- ACTION ITEM
Your task is to restate word for word the lines of the listing below that start at the one containing "Digitize the connectivity" and run to the end; please add nothing.
◆ ◆ ◆ ◆ ◆ ◆ ◆
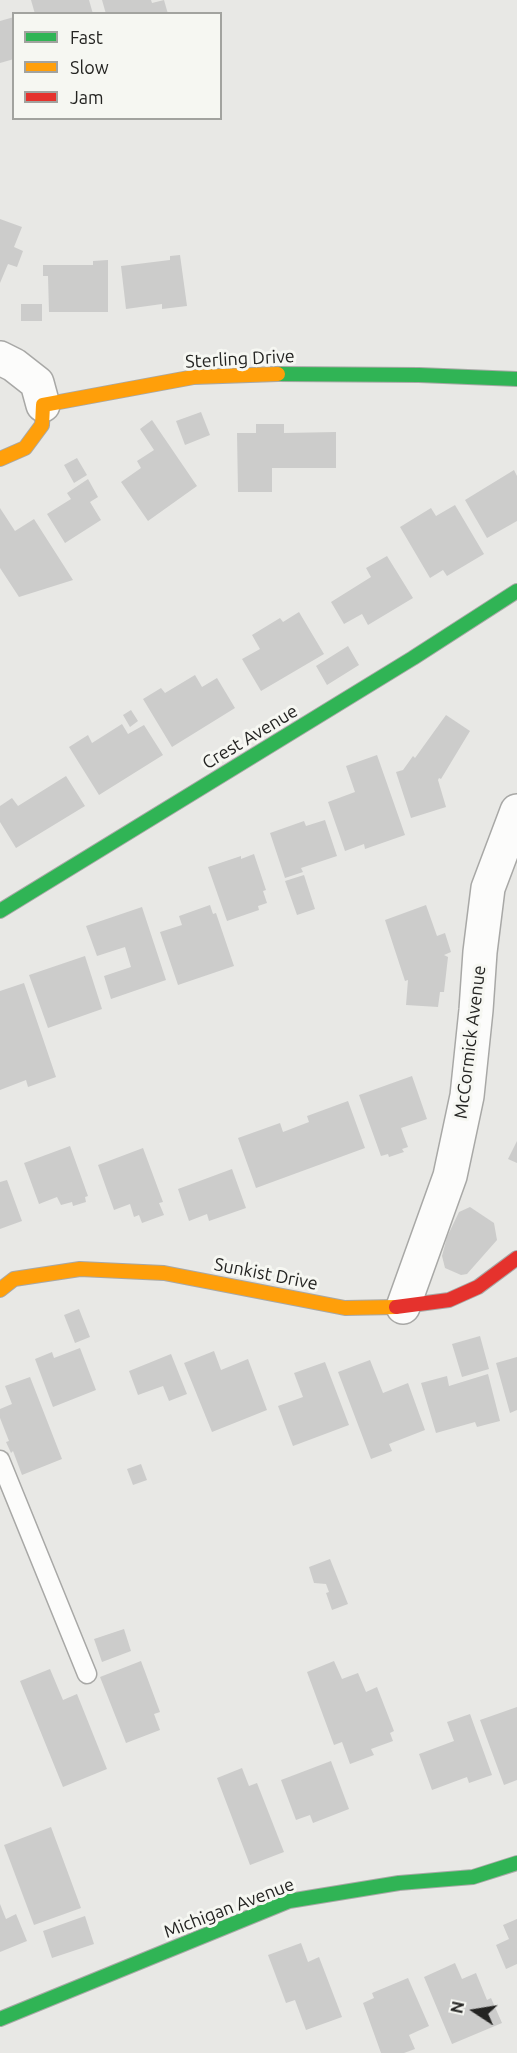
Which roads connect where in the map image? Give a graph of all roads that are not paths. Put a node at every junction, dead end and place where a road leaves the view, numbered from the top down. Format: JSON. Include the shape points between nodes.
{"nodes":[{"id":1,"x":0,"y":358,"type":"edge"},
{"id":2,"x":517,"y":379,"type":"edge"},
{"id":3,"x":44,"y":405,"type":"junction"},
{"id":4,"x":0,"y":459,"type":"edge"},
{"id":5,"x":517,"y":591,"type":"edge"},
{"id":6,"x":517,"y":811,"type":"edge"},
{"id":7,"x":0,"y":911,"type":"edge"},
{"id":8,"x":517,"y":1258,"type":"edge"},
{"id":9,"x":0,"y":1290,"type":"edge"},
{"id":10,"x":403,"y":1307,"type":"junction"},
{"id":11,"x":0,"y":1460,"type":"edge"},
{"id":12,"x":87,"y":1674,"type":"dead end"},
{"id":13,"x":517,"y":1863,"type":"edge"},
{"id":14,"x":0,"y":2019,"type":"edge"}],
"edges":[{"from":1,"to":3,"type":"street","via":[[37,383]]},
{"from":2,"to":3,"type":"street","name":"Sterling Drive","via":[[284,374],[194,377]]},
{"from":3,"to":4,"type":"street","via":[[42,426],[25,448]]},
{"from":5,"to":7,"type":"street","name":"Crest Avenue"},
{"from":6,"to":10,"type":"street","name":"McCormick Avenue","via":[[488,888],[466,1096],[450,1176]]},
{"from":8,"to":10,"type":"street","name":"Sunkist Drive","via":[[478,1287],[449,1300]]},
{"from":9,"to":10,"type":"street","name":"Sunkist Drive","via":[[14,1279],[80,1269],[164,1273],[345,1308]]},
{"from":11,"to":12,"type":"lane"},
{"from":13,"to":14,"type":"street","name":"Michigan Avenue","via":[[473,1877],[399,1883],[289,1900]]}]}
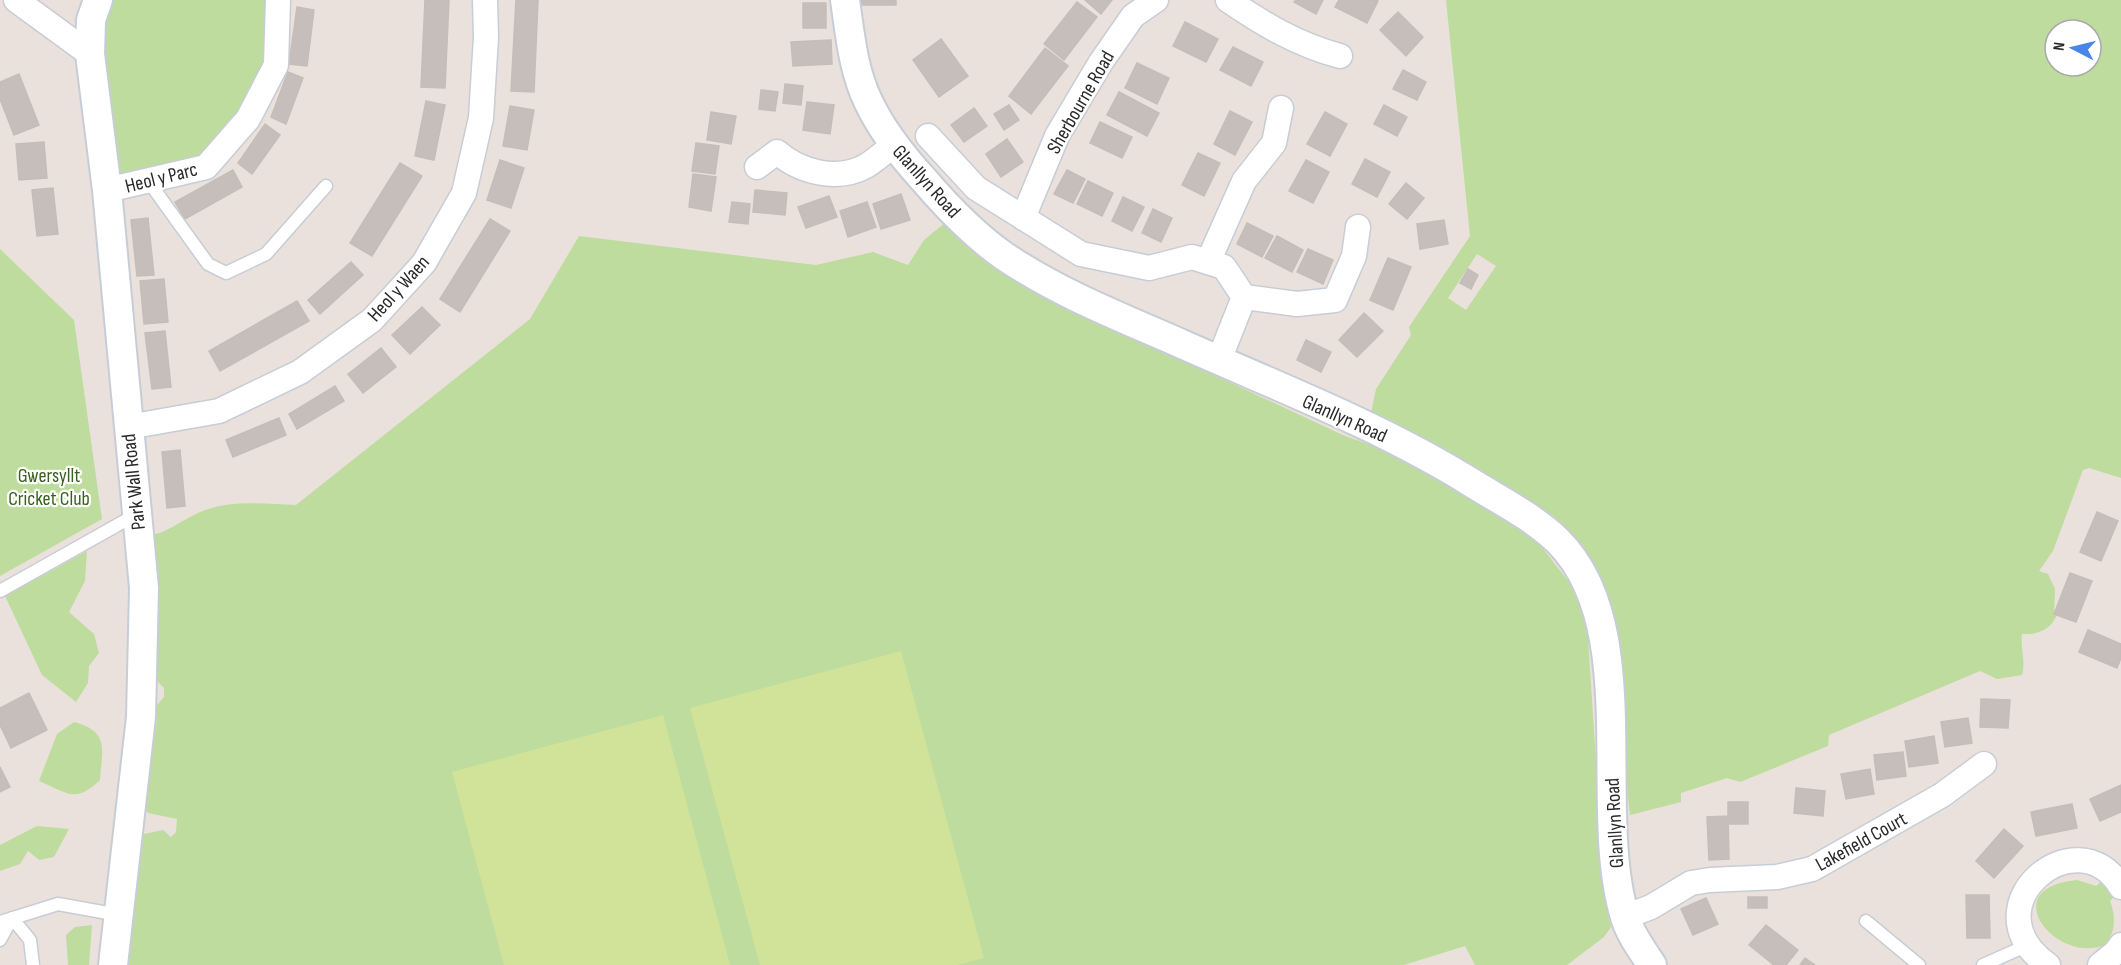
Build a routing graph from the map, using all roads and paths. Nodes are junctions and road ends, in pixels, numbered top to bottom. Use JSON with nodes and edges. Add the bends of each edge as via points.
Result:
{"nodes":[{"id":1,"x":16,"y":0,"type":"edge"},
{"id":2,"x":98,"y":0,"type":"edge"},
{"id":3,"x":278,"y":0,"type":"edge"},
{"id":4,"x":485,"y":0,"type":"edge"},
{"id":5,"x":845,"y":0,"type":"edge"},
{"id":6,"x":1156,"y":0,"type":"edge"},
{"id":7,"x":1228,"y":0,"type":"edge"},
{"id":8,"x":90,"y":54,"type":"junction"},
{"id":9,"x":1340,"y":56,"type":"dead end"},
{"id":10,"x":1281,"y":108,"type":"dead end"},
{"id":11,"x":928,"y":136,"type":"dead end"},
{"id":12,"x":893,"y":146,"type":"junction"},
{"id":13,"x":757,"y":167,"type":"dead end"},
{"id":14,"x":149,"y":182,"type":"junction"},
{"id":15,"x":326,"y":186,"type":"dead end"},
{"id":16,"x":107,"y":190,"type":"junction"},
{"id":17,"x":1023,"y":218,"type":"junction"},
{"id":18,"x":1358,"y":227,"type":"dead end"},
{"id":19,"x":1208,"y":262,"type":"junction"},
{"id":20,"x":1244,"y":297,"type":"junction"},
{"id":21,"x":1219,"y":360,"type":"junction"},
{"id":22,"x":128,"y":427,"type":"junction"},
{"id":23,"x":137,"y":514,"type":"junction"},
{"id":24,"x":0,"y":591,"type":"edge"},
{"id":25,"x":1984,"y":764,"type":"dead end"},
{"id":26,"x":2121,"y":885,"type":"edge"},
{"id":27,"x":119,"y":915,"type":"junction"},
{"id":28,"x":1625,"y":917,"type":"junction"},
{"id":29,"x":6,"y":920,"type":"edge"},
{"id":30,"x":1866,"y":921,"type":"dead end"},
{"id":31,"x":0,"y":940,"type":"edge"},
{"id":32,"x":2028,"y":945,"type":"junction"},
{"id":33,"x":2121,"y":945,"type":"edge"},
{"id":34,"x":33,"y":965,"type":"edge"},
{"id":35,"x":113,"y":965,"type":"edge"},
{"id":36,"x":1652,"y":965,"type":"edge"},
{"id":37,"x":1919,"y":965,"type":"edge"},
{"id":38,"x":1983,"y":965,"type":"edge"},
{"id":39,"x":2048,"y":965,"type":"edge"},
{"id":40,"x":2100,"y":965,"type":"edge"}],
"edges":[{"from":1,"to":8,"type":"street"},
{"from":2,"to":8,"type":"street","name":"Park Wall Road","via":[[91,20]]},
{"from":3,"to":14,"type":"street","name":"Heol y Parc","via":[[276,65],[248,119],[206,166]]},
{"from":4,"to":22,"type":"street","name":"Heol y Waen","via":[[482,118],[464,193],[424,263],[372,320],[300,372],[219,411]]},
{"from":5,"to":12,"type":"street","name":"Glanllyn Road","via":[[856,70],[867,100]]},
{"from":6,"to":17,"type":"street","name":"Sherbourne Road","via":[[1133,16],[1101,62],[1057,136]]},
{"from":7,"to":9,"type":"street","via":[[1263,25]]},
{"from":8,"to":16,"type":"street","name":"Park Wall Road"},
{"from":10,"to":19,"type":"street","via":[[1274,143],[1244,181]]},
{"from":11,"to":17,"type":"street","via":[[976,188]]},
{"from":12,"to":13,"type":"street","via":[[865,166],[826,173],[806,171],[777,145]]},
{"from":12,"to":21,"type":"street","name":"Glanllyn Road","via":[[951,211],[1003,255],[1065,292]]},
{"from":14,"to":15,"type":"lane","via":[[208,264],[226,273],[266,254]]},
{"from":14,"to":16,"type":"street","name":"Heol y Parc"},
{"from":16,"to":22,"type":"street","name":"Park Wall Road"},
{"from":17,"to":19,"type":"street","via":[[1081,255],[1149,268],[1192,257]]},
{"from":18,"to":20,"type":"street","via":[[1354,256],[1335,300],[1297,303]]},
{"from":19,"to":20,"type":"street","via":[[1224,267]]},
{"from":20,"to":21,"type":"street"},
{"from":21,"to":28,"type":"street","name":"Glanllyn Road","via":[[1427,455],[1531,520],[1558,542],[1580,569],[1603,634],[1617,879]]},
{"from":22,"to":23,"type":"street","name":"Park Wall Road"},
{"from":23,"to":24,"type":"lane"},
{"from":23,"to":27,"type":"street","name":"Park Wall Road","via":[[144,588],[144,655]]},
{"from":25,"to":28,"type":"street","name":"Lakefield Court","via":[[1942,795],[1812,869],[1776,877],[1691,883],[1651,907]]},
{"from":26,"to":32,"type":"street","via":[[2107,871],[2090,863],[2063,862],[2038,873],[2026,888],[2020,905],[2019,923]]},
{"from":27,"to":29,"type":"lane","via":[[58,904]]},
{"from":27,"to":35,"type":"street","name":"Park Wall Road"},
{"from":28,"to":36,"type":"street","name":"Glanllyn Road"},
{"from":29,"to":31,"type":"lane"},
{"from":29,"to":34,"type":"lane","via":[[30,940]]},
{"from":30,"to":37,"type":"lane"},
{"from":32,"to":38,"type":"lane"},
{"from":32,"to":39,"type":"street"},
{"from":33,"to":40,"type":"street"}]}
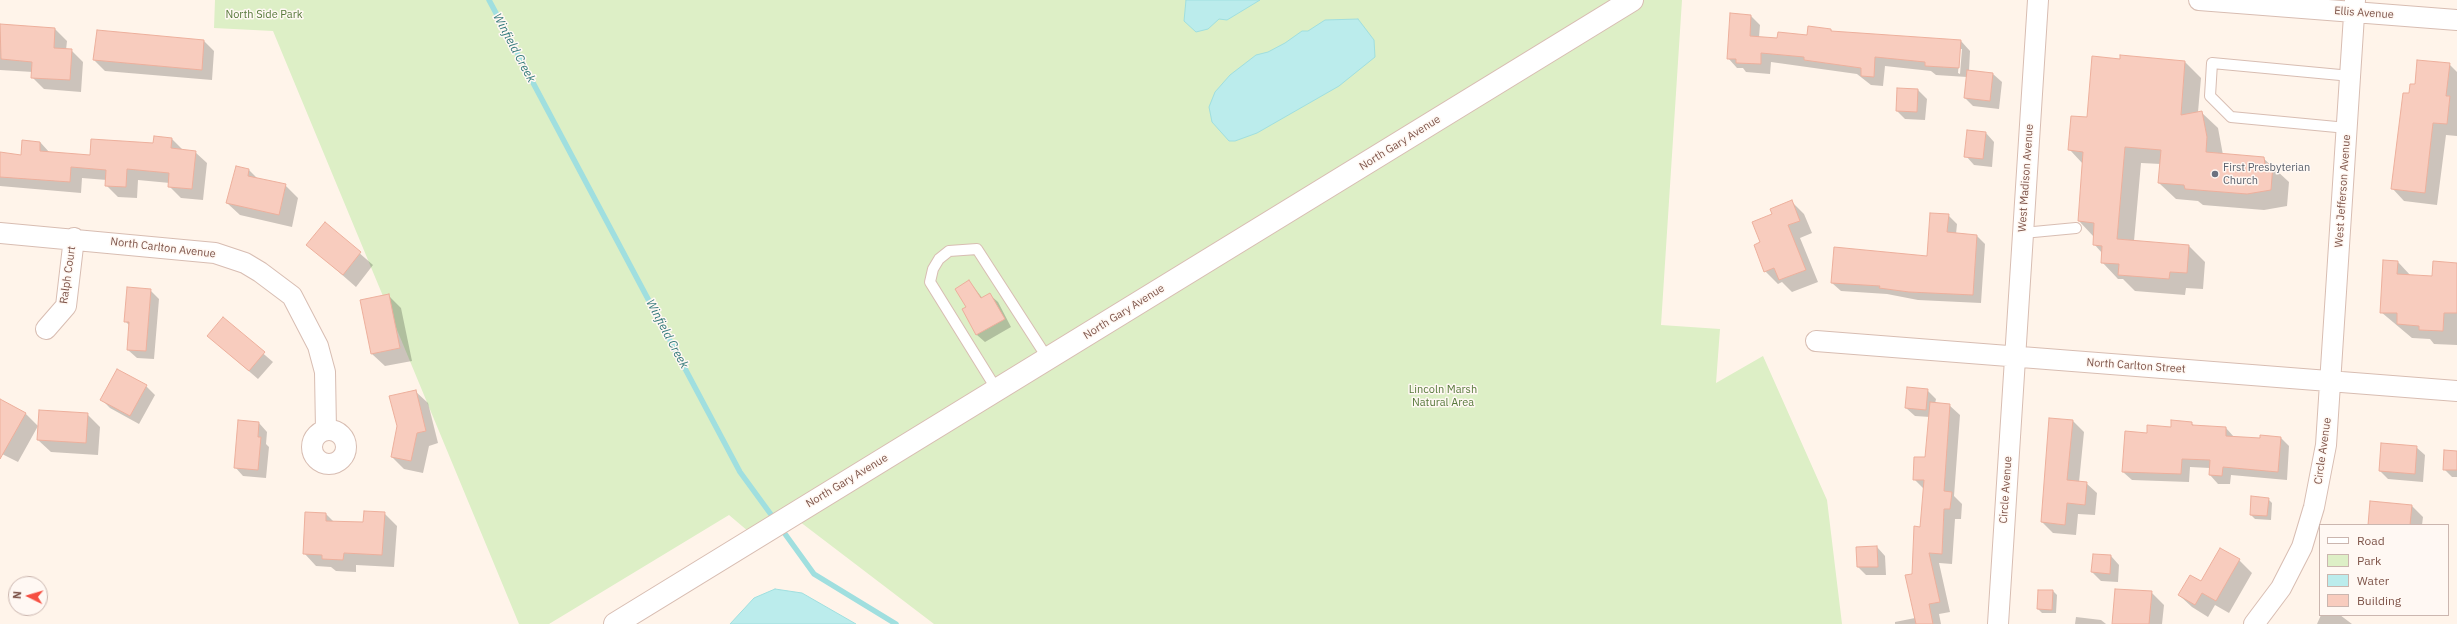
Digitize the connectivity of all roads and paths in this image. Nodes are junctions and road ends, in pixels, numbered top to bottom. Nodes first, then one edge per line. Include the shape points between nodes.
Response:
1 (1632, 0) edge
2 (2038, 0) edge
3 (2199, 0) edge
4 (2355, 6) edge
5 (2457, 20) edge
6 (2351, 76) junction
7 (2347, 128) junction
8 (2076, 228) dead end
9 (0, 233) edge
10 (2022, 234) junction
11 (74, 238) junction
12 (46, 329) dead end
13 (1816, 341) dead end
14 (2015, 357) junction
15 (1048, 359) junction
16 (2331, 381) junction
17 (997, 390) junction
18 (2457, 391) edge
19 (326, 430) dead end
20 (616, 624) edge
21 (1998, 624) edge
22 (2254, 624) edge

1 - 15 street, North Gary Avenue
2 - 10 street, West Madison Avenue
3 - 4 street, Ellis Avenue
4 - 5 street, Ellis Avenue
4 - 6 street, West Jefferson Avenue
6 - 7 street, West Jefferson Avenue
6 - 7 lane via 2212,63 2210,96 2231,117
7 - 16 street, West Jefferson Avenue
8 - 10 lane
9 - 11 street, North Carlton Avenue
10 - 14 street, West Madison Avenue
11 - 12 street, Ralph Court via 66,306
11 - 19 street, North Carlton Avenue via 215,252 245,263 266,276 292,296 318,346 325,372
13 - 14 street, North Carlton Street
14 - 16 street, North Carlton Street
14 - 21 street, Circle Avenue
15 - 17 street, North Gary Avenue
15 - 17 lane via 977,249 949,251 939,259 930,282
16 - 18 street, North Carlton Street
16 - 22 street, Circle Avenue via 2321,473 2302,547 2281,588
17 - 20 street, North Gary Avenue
◆ ◆ ◆ ◆ ◆ ◆ ◆
- SOLUTION
Digitize the connectivity of all roads and paths in this image. Nodes are junctions and road ends, in pixels, numbered top to bottom. Nodes first, then one edge per line. Include the shape points between nodes.
Response:
1 (1632, 0) edge
2 (2038, 0) edge
3 (2199, 0) edge
4 (2355, 6) edge
5 (2457, 20) edge
6 (2351, 76) junction
7 (2347, 128) junction
8 (2076, 228) dead end
9 (0, 233) edge
10 (2022, 234) junction
11 (74, 238) junction
12 (46, 329) dead end
13 (1816, 341) dead end
14 (2015, 357) junction
15 (1048, 359) junction
16 (2331, 381) junction
17 (997, 390) junction
18 (2457, 391) edge
19 (326, 430) dead end
20 (616, 624) edge
21 (1998, 624) edge
22 (2254, 624) edge

1 - 15 street, North Gary Avenue
2 - 10 street, West Madison Avenue
3 - 4 street, Ellis Avenue
4 - 5 street, Ellis Avenue
4 - 6 street, West Jefferson Avenue
6 - 7 street, West Jefferson Avenue
6 - 7 lane via 2212,63 2210,96 2231,117
7 - 16 street, West Jefferson Avenue
8 - 10 lane
9 - 11 street, North Carlton Avenue
10 - 14 street, West Madison Avenue
11 - 12 street, Ralph Court via 66,306
11 - 19 street, North Carlton Avenue via 215,252 245,263 266,276 292,296 318,346 325,372
13 - 14 street, North Carlton Street
14 - 16 street, North Carlton Street
14 - 21 street, Circle Avenue
15 - 17 street, North Gary Avenue
15 - 17 lane via 977,249 949,251 939,259 930,282
16 - 18 street, North Carlton Street
16 - 22 street, Circle Avenue via 2321,473 2302,547 2281,588
17 - 20 street, North Gary Avenue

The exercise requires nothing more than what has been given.